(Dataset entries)

○ ○ ○ ○ ○ ○ ○

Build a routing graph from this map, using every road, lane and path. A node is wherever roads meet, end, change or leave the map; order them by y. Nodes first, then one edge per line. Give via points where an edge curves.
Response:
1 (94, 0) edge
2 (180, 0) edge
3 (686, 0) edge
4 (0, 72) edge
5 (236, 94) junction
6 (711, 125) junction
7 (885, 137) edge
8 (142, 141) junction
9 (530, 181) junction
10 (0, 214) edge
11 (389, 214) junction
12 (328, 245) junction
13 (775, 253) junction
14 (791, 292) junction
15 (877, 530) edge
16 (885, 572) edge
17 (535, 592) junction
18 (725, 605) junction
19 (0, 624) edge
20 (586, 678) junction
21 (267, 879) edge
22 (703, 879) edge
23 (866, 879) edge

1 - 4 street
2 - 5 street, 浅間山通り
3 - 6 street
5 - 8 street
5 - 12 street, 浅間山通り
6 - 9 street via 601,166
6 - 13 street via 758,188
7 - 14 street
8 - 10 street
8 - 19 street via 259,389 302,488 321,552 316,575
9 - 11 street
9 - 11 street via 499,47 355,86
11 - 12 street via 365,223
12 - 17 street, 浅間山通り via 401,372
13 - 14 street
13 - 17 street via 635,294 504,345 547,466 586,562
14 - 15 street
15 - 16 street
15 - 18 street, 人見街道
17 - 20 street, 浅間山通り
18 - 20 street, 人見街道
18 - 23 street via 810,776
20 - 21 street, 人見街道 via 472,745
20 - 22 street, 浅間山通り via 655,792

○ ○ ○ ○ ○ ○ ○

### Exercise instructions
Return every record, word for word.

### Exercise result
Build a routing graph from this map, using every road, lane and path. A node is wherever roads meet, end, change or leave the map; order them by y. Nodes first, then one edge per line. Give via points where an edge curves.
Response:
1 (94, 0) edge
2 (180, 0) edge
3 (686, 0) edge
4 (0, 72) edge
5 (236, 94) junction
6 (711, 125) junction
7 (885, 137) edge
8 (142, 141) junction
9 (530, 181) junction
10 (0, 214) edge
11 (389, 214) junction
12 (328, 245) junction
13 (775, 253) junction
14 (791, 292) junction
15 (877, 530) edge
16 (885, 572) edge
17 (535, 592) junction
18 (725, 605) junction
19 (0, 624) edge
20 (586, 678) junction
21 (267, 879) edge
22 (703, 879) edge
23 (866, 879) edge

1 - 4 street
2 - 5 street, 浅間山通り
3 - 6 street
5 - 8 street
5 - 12 street, 浅間山通り
6 - 9 street via 601,166
6 - 13 street via 758,188
7 - 14 street
8 - 10 street
8 - 19 street via 259,389 302,488 321,552 316,575
9 - 11 street
9 - 11 street via 499,47 355,86
11 - 12 street via 365,223
12 - 17 street, 浅間山通り via 401,372
13 - 14 street
13 - 17 street via 635,294 504,345 547,466 586,562
14 - 15 street
15 - 16 street
15 - 18 street, 人見街道
17 - 20 street, 浅間山通り
18 - 20 street, 人見街道
18 - 23 street via 810,776
20 - 21 street, 人見街道 via 472,745
20 - 22 street, 浅間山通り via 655,792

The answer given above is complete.